Mr. Kaplan's book is a manifesto for realism -- which I'll define as a presumption against entanglements abroad -- dressed up in the cloth of ancient Greece. Alongside references to ancient plays, made to bolster his point that a fear of bad consequences is the key to wise governance, he offers observations of his own, all ready-made for the next edition of "Bartlett's." "Passion is often the enemy of analysis." "Man is prodigious. If he can overcome the natural world, he can overcome tyranny." "Geopolitics . . . is inherently tragic." We can live with those lines, however sententious. But what of Mr. Kaplan's assertion that Americans, "being an ahistorical people," lack a tragic sensibility? What does that even mean?

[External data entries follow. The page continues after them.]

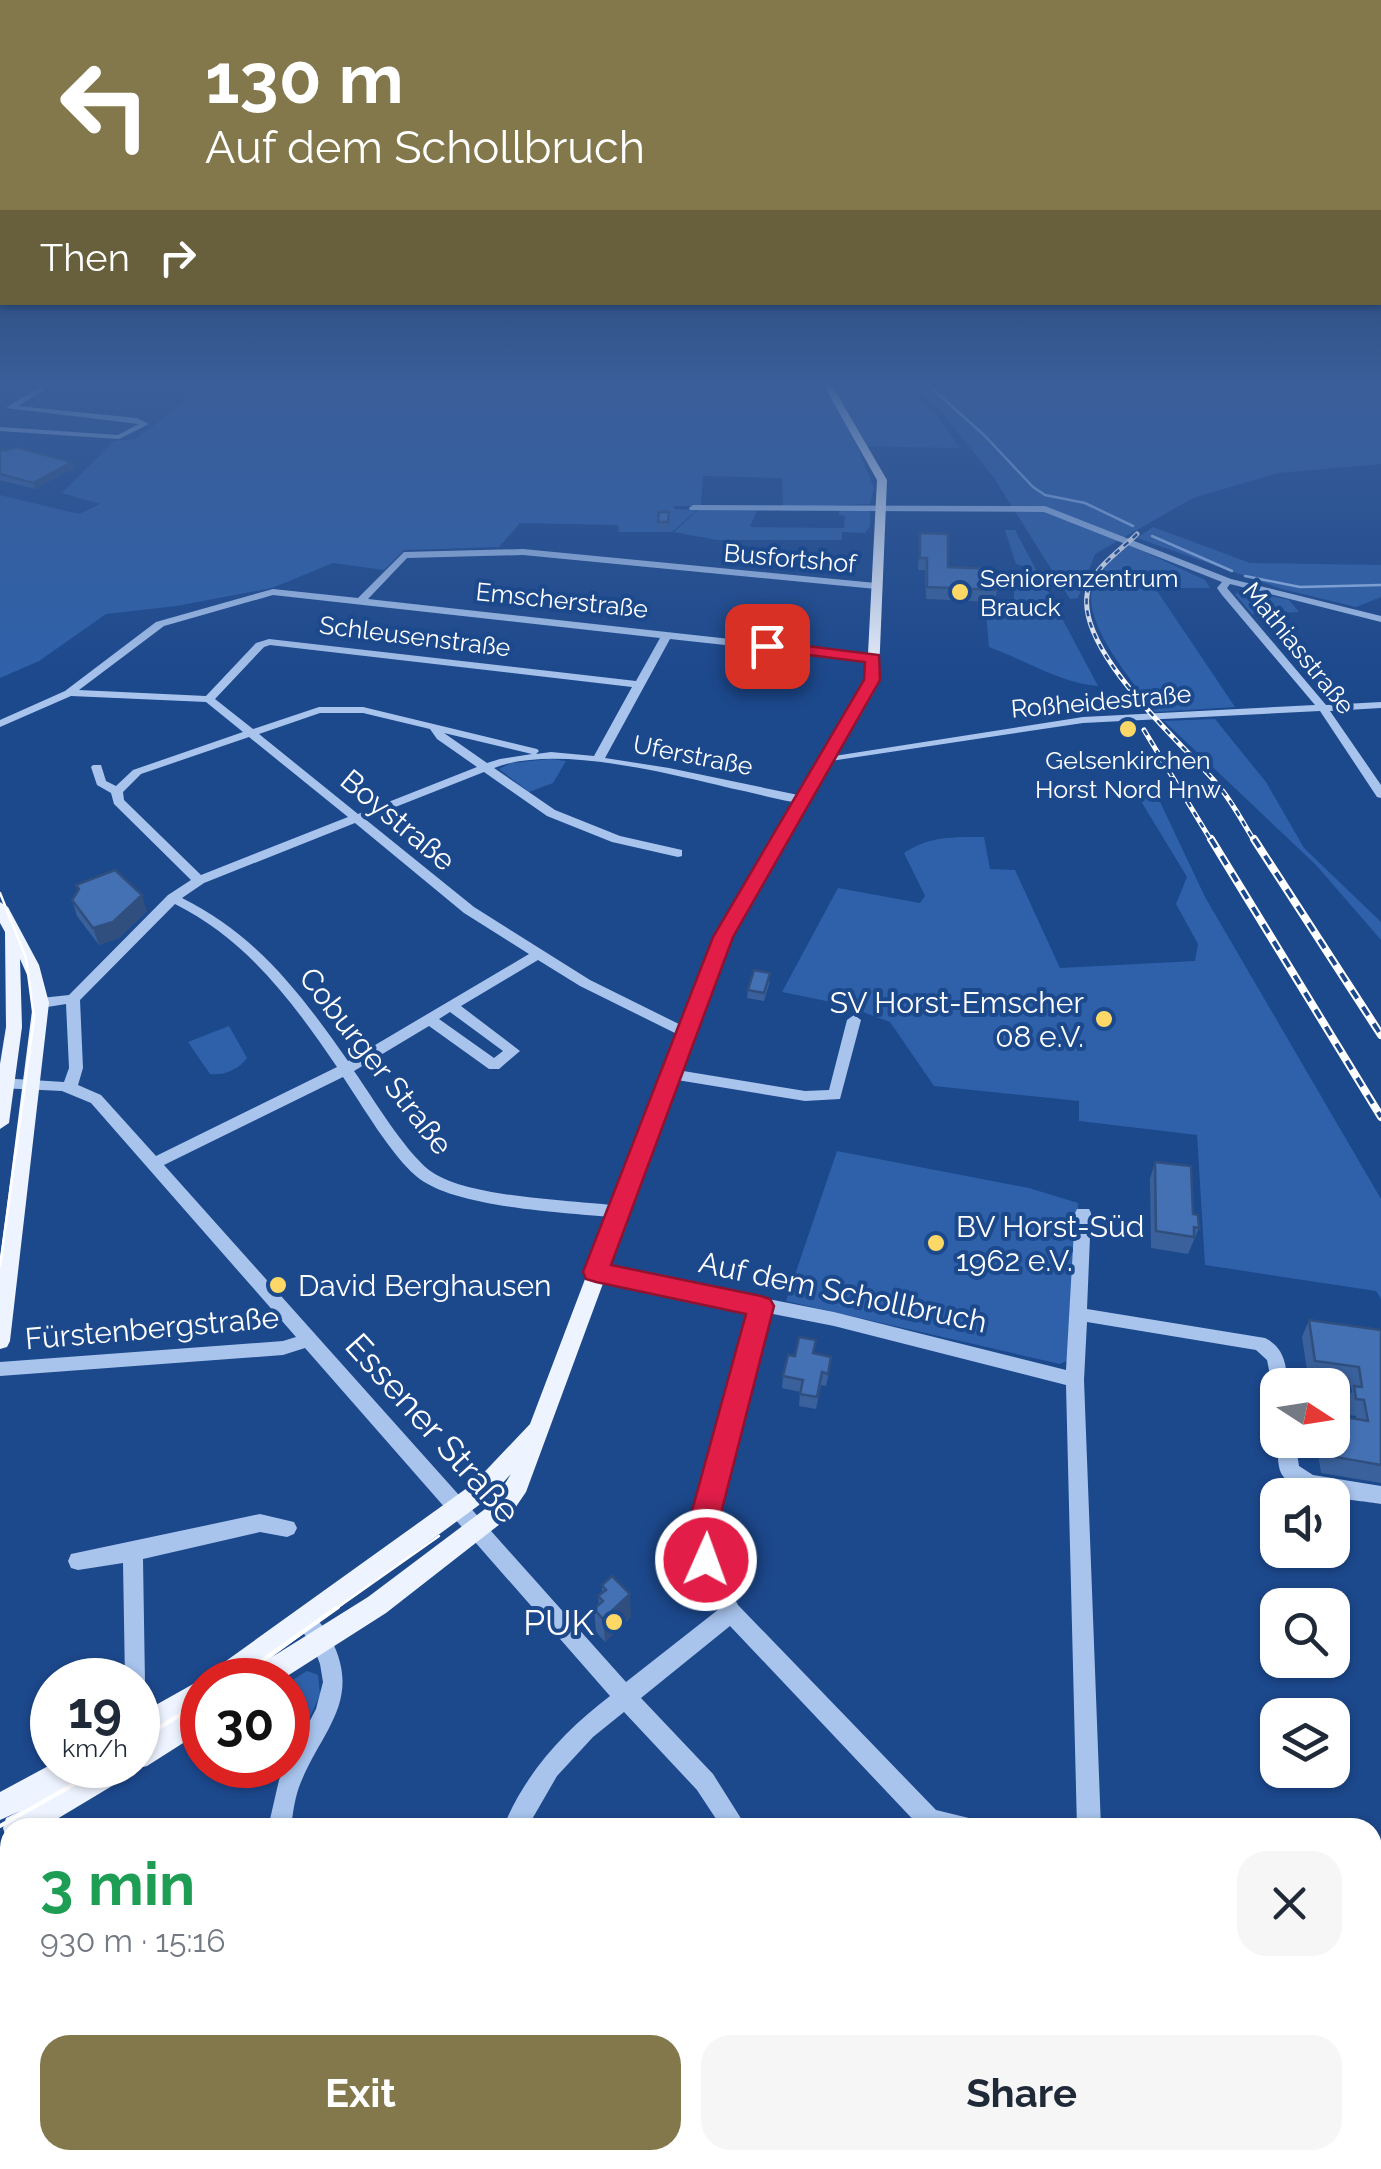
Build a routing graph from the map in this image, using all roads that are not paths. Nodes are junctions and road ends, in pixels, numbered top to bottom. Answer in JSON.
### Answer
{"nodes":[{"id":1,"x":882,"y":483,"type":"edge"},
{"id":2,"x":883,"y":506,"type":"junction"},
{"id":3,"x":692,"y":508,"type":"dead end"},
{"id":4,"x":1228,"y":580,"type":"junction"},
{"id":5,"x":876,"y":586,"type":"junction"},
{"id":6,"x":362,"y":600,"type":"junction"},
{"id":7,"x":1381,"y":619,"type":"edge"},
{"id":8,"x":667,"y":634,"type":"junction"},
{"id":9,"x":874,"y":658,"type":"junction"},
{"id":10,"x":639,"y":685,"type":"junction"},
{"id":11,"x":69,"y":692,"type":"junction"},
{"id":12,"x":209,"y":699,"type":"junction"},
{"id":13,"x":1381,"y":705,"type":"edge"},
{"id":14,"x":1323,"y":708,"type":"junction"},
{"id":15,"x":0,"y":724,"type":"edge"},
{"id":16,"x":434,"y":727,"type":"junction"},
{"id":17,"x":251,"y":731,"type":"junction"},
{"id":18,"x":551,"y":755,"type":"junction"},
{"id":19,"x":598,"y":760,"type":"junction"},
{"id":20,"x":828,"y":760,"type":"junction"},
{"id":21,"x":98,"y":767,"type":"dead end"},
{"id":22,"x":486,"y":768,"type":"junction"},
{"id":23,"x":118,"y":792,"type":"junction"},
{"id":24,"x":1381,"y":794,"type":"edge"},
{"id":25,"x":803,"y":800,"type":"junction"},
{"id":26,"x":356,"y":816,"type":"junction"},
{"id":27,"x":678,"y":853,"type":"dead end"},
{"id":28,"x":200,"y":880,"type":"junction"},
{"id":29,"x":173,"y":898,"type":"junction"},
{"id":30,"x":0,"y":907,"type":"edge"},
{"id":31,"x":11,"y":934,"type":"junction"},
{"id":32,"x":536,"y":954,"type":"junction"},
{"id":33,"x":73,"y":999,"type":"junction"},
{"id":34,"x":7,"y":1002,"type":"edge"},
{"id":35,"x":41,"y":1003,"type":"junction"},
{"id":36,"x":451,"y":1006,"type":"junction"},
{"id":37,"x":429,"y":1019,"type":"junction"},
{"id":38,"x":854,"y":1020,"type":"dead end"},
{"id":39,"x":686,"y":1033,"type":"junction"},
{"id":40,"x":344,"y":1070,"type":"junction"},
{"id":41,"x":671,"y":1074,"type":"junction"},
{"id":42,"x":1,"y":1083,"type":"edge"},
{"id":43,"x":32,"y":1086,"type":"junction"},
{"id":44,"x":70,"y":1086,"type":"junction"},
{"id":45,"x":0,"y":1123,"type":"edge"},
{"id":46,"x":154,"y":1164,"type":"junction"},
{"id":47,"x":619,"y":1212,"type":"junction"},
{"id":48,"x":1083,"y":1213,"type":"dead end"},
{"id":49,"x":596,"y":1272,"type":"junction"},
{"id":50,"x":761,"y":1306,"type":"junction"},
{"id":51,"x":1077,"y":1314,"type":"junction"},
{"id":52,"x":308,"y":1340,"type":"junction"},
{"id":53,"x":0,"y":1341,"type":"edge"},
{"id":54,"x":1278,"y":1368,"type":"edge"},
{"id":55,"x":0,"y":1370,"type":"edge"},
{"id":56,"x":1075,"y":1380,"type":"junction"},
{"id":57,"x":539,"y":1426,"type":"junction"},
{"id":58,"x":1288,"y":1458,"type":"edge"},
{"id":59,"x":1381,"y":1495,"type":"edge"},
{"id":60,"x":458,"y":1508,"type":"junction"},
{"id":61,"x":286,"y":1528,"type":"dead end"},
{"id":62,"x":476,"y":1530,"type":"junction"},
{"id":63,"x":133,"y":1552,"type":"junction"},
{"id":64,"x":78,"y":1561,"type":"dead end"},
{"id":65,"x":731,"y":1612,"type":"junction"},
{"id":66,"x":306,"y":1620,"type":"junction"},
{"id":67,"x":323,"y":1640,"type":"junction"},
{"id":68,"x":135,"y":1658,"type":"edge"},
{"id":69,"x":252,"y":1658,"type":"edge"},
{"id":70,"x":295,"y":1658,"type":"edge"},
{"id":71,"x":627,"y":1699,"type":"junction"},
{"id":72,"x":30,"y":1783,"type":"edge"},
{"id":73,"x":34,"y":1788,"type":"edge"},
{"id":74,"x":85,"y":1788,"type":"edge"},
{"id":75,"x":0,"y":1796,"type":"edge"},
{"id":76,"x":0,"y":1808,"type":"edge"},
{"id":77,"x":33,"y":1818,"type":"edge"},
{"id":78,"x":282,"y":1818,"type":"edge"},
{"id":79,"x":520,"y":1818,"type":"edge"},
{"id":80,"x":729,"y":1818,"type":"edge"},
{"id":81,"x":924,"y":1818,"type":"edge"},
{"id":82,"x":1089,"y":1818,"type":"edge"}],
"edges":[{"from":1,"to":2,"type":"main road"},
{"from":2,"to":3,"type":"street"},
{"from":2,"to":4,"type":"street"},
{"from":2,"to":5,"type":"main road"},
{"from":4,"to":7,"type":"street"},
{"from":4,"to":14,"type":"street","name":"Mathiasstraße"},
{"from":5,"to":6,"type":"street","name":"Busfortshof"},
{"from":5,"to":9,"type":"main road"},
{"from":6,"to":8,"type":"street","name":"Emscherstraße"},
{"from":6,"to":11,"type":"street","name":"Emscherstraße"},
{"from":8,"to":9,"type":"street","name":"Emscherstraße"},
{"from":8,"to":10,"type":"street","name":"Uferstraße"},
{"from":9,"to":20,"type":"main road"},
{"from":10,"to":12,"type":"street","name":"Schleusenstraße"},
{"from":10,"to":19,"type":"street","name":"Uferstraße"},
{"from":11,"to":12,"type":"street"},
{"from":11,"to":15,"type":"street","name":"Emscherstraße"},
{"from":12,"to":17,"type":"street","name":"Boystraße"},
{"from":13,"to":14,"type":"street","name":"Roßheidestraße"},
{"from":14,"to":20,"type":"street","name":"Roßheidestraße"},
{"from":14,"to":24,"type":"street","name":"Mathiasstraße"},
{"from":16,"to":17,"type":"street"},
{"from":16,"to":18,"type":"street"},
{"from":16,"to":22,"type":"street"},
{"from":17,"to":23,"type":"street"},
{"from":17,"to":26,"type":"street","name":"Boystraße"},
{"from":18,"to":19,"type":"street"},
{"from":18,"to":22,"type":"street"},
{"from":19,"to":25,"type":"street","name":"Uferstraße"},
{"from":20,"to":25,"type":"main road"},
{"from":21,"to":23,"type":"street"},
{"from":22,"to":26,"type":"street"},
{"from":22,"to":27,"type":"street"},
{"from":23,"to":28,"type":"street"},
{"from":25,"to":39,"type":"main road"},
{"from":26,"to":28,"type":"street"},
{"from":26,"to":32,"type":"street","name":"Boystraße"},
{"from":28,"to":29,"type":"street"},
{"from":29,"to":33,"type":"street"},
{"from":29,"to":40,"type":"street","name":"Coburger Straße"},
{"from":30,"to":31,"type":"main road"},
{"from":31,"to":34,"type":"main road"},
{"from":31,"to":35,"type":"main road"},
{"from":32,"to":36,"type":"street"},
{"from":32,"to":39,"type":"street","name":"Boystraße"},
{"from":33,"to":35,"type":"street"},
{"from":33,"to":44,"type":"street"},
{"from":34,"to":42,"type":"main road"},
{"from":35,"to":43,"type":"main road"},
{"from":36,"to":37,"type":"street"},
{"from":36,"to":37,"type":"street"},
{"from":37,"to":40,"type":"street"},
{"from":38,"to":41,"type":"street"},
{"from":39,"to":41,"type":"main road"},
{"from":40,"to":46,"type":"street"},
{"from":40,"to":47,"type":"street","name":"Coburger Straße"},
{"from":41,"to":47,"type":"main road"},
{"from":42,"to":43,"type":"street"},
{"from":42,"to":45,"type":"main road"},
{"from":43,"to":44,"type":"street"},
{"from":43,"to":53,"type":"main road"},
{"from":44,"to":46,"type":"street","name":"Essener Straße"},
{"from":46,"to":52,"type":"street","name":"Essener Straße"},
{"from":47,"to":49,"type":"main road"},
{"from":48,"to":51,"type":"street"},
{"from":49,"to":50,"type":"street","name":"Auf dem Schollbruch"},
{"from":49,"to":57,"type":"main road"},
{"from":50,"to":56,"type":"street","name":"Auf dem Schollbruch"},
{"from":50,"to":65,"type":"street"},
{"from":51,"to":54,"type":"street"},
{"from":51,"to":56,"type":"street"},
{"from":52,"to":55,"type":"street","name":"Fürstenbergstraße"},
{"from":52,"to":60,"type":"street","name":"Essener Straße"},
{"from":56,"to":82,"type":"street"},
{"from":57,"to":60,"type":"main road"},
{"from":57,"to":62,"type":"main road"},
{"from":58,"to":59,"type":"street"},
{"from":60,"to":62,"type":"street","name":"Essener Straße"},
{"from":60,"to":66,"type":"main road"},
{"from":61,"to":63,"type":"street"},
{"from":62,"to":67,"type":"main road"},
{"from":62,"to":71,"type":"street","name":"Essener Straße"},
{"from":63,"to":64,"type":"street"},
{"from":63,"to":68,"type":"street"},
{"from":65,"to":71,"type":"street"},
{"from":65,"to":81,"type":"street"},
{"from":66,"to":67,"type":"street"},
{"from":66,"to":69,"type":"main road"},
{"from":67,"to":70,"type":"main road"},
{"from":67,"to":78,"type":"street"},
{"from":71,"to":79,"type":"street"},
{"from":71,"to":80,"type":"street","name":"Essener Straße"},
{"from":72,"to":75,"type":"main road"},
{"from":73,"to":76,"type":"main road"},
{"from":74,"to":77,"type":"main road"}]}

The modern-day American presidents that Mr. Kaplan truly admires are Dwight Eisenhower and George H.W. Bush. The latter was "our last aristocrat in the White House, the last spiritual descendant of Eisenhower." Mr. Kaplan praises Bush for the "wise sensibility" of a speech he gave in Ukraine in 1991 -- dubbed a "Chicken Kiev speech" by the columnist William Safire -- in which Bush warned the Ukrainians against "suicidal nationalism." Yet those were words to which Vladimir Putin would have thrilled.

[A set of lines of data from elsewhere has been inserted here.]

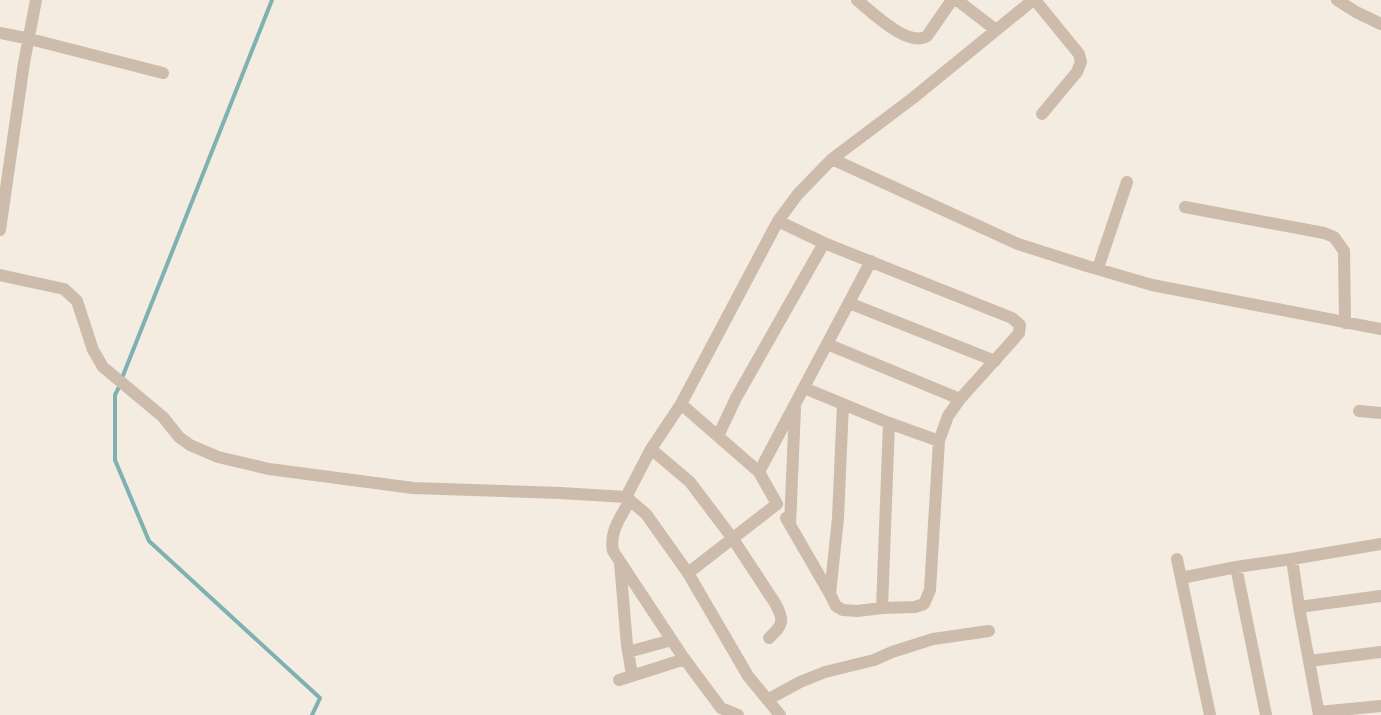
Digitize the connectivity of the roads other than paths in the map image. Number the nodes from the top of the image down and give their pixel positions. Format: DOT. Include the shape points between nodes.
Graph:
graph roads {
  1 [pos="36,0"];
  2 [pos="858,0"];
  3 [pos="952,0"];
  4 [pos="957,0"];
  5 [pos="1034,0"];
  6 [pos="1338,0"];
  7 [pos="1381,24"];
  8 [pos="996,30"];
  9 [pos="0,33"];
  10 [pos="30,39"];
  11 [pos="162,73"];
  12 [pos="1042,114"];
  13 [pos="5,149"];
  14 [pos="832,159"];
  15 [pos="1127,182"];
  16 [pos="1185,207"];
  17 [pos="778,221"];
  18 [pos="0,230"];
  19 [pos="824,243"];
  20 [pos="871,261"];
  21 [pos="1098,268"];
  22 [pos="0,275"];
  23 [pos="849,303"];
  24 [pos="1345,323"];
  25 [pos="1381,330"];
  26 [pos="827,344"];
  27 [pos="995,361"];
  28 [pos="804,388"];
  29 [pos="960,399"];
  30 [pos="682,404"];
  31 [pos="795,404"];
  32 [pos="843,404"];
  33 [pos="1359,411"];
  34 [pos="1381,413"];
  35 [pos="889,423"];
  36 [pos="718,436"];
  37 [pos="939,440"];
  38 [pos="651,449"];
  39 [pos="759,472"];
  40 [pos="628,498"];
  41 [pos="777,504"];
  42 [pos="790,525"];
  43 [pos="733,539"];
  44 [pos="1381,544"];
  45 [pos="1177,559"];
  46 [pos="1292,559"];
  47 [pos="619,560"];
  48 [pos="1236,567"];
  49 [pos="688,573"];
  50 [pos="1181,578"];
  51 [pos="830,594"];
  52 [pos="1381,596"];
  53 [pos="1299,607"];
  54 [pos="882,608"];
  55 [pos="989,631"];
  56 [pos="769,638"];
  57 [pos="672,640"];
  58 [pos="628,652"];
  59 [pos="1381,652"];
  60 [pos="685,659"];
  61 [pos="1309,661"];
  62 [pos="632,675"];
  63 [pos="619,680"];
  64 [pos="769,699"];
  65 [pos="1381,706"];
  66 [pos="1319,714"];
  67 [pos="738,715"];
  68 [pos="780,715"];
  69 [pos="1210,715"];
  70 [pos="1266,715"];
  1 -- 10 [label="street"];
  2 -- 3 [label="street" via="898,33 922,39"];
  4 -- 8 [label="street"];
  5 -- 8 [label="street"];
  5 -- 12 [label="street" via="1079,54 1082,62"];
  6 -- 7 [label="street"];
  8 -- 14 [label="street"];
  9 -- 10 [label="street"];
  10 -- 11 [label="street"];
  10 -- 13 [label="street"];
  13 -- 18 [label="street"];
  14 -- 17 [label="street" via="798,194"];
  14 -- 21 [label="street" via="1018,244"];
  15 -- 21 [label="street"];
  16 -- 24 [label="street" via="1334,237 1344,251"];
  17 -- 19 [label="street"];
  17 -- 30 [label="street"];
  19 -- 20 [label="street"];
  19 -- 36 [label="street" via="736,398"];
  20 -- 23 [label="street"];
  20 -- 27 [label="street" via="1012,318 1020,325 1019,333"];
  21 -- 24 [label="street" via="1152,285"];
  22 -- 40 [label="street" via="64,289 77,302 93,350 103,368 163,417 190,446 218,456 269,469 413,488"];
  23 -- 26 [label="street"];
  23 -- 27 [label="street"];
  24 -- 25 [label="street"];
  26 -- 28 [label="street"];
  26 -- 29 [label="street"];
  27 -- 29 [label="street"];
  28 -- 31 [label="street"];
  28 -- 32 [label="street"];
  29 -- 37 [label="street" via="948,416"];
  30 -- 36 [label="street"];
  30 -- 38 [label="street"];
  31 -- 39 [label="street"];
  31 -- 42 [label="street"];
  32 -- 35 [label="street"];
  32 -- 51 [label="street" via="838,518"];
  33 -- 34 [label="street"];
  35 -- 37 [label="street"];
  35 -- 54 [label="street"];
  36 -- 39 [label="street"];
  37 -- 54 [label="street" via="928,598 924,604 915,606"];
  38 -- 40 [label="street"];
  38 -- 43 [label="street" via="690,482"];
  39 -- 41 [label="street"];
  40 -- 47 [label="street" via="611,542"];
  40 -- 49 [label="street" via="646,514"];
  41 -- 42 [label="street"];
  41 -- 43 [label="street"];
  42 -- 51 [label="street"];
  43 -- 49 [label="street"];
  43 -- 56 [label="street" via="780,612 781,628"];
  44 -- 46 [label="street"];
  45 -- 50 [label="street"];
  46 -- 48 [label="street"];
  46 -- 53 [label="street"];
  47 -- 57 [label="street"];
  47 -- 58 [label="street"];
  48 -- 50 [label="street"];
  48 -- 70 [label="street"];
  49 -- 64 [label="street" via="748,676"];
  50 -- 69 [label="street"];
  51 -- 54 [label="street" via="836,606 843,610"];
  52 -- 53 [label="street"];
  53 -- 61 [label="street"];
  55 -- 64 [label="street" via="933,639 874,660 825,672"];
  57 -- 58 [label="street"];
  57 -- 60 [label="street"];
  58 -- 62 [label="street"];
  59 -- 61 [label="street"];
  60 -- 62 [label="street"];
  60 -- 67 [label="street" via="721,708"];
  61 -- 66 [label="street"];
  62 -- 63 [label="street"];
  64 -- 68 [label="street"];
  65 -- 66 [label="street"];
}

Ike, writes Mr. Kaplan, "got the balance between fear and ambition just right." He rejected counsel from his advisers to use America's nuclear arsenal against its adversaries in several crises, "thereby setting a precedent for the coming decades." He chose not to bail out the feckless French after the Battle of Dien Bien Phu in 1954 and didn't butt heads with the Soviets after they crushed the hapless Hungarians in 1956. Since statesmanship is primarily about "discipline and difficult choices, the greatest statesmen must think tragically," Mr. Kaplan writes. "In hindsight, the 1950s might seem dull and peaceful, but that is only because of Eisenhower's constructive pessimism."

We're expected to contrast this last quality with the destructive optimism of George W. Bush, whose actions resulted in years of war in Iraq and mental trauma for Mr. Kaplan.

---

Mr. Varadarajan, a Journal contributor, is a fellow at the American Enterprise Institute and at Columbia University's Center on Capitalism and Society." [1]

 

If the results of anarchy remain locked in the country where we caused the anarchy (e.g. Germany after the war), then we can put up with that because, supposedly, the Germans got what they earned). But if the results of anarchy come home to us, like the crowds of migrants through the destroyed Libya, or the Americans demonstrating in Washington with the newly elected President D. Trump, then Mr. Biden should really think about whether it is worth raising such anarchy.

 

1. REVIEW --- Books: Reckoning The Danger Of Anarchy
Varadarajan, Tunku.  Wall Street Journal, Eastern edition; New York, N.Y. [New York, N.Y]. 14 Jan 2023: C.7.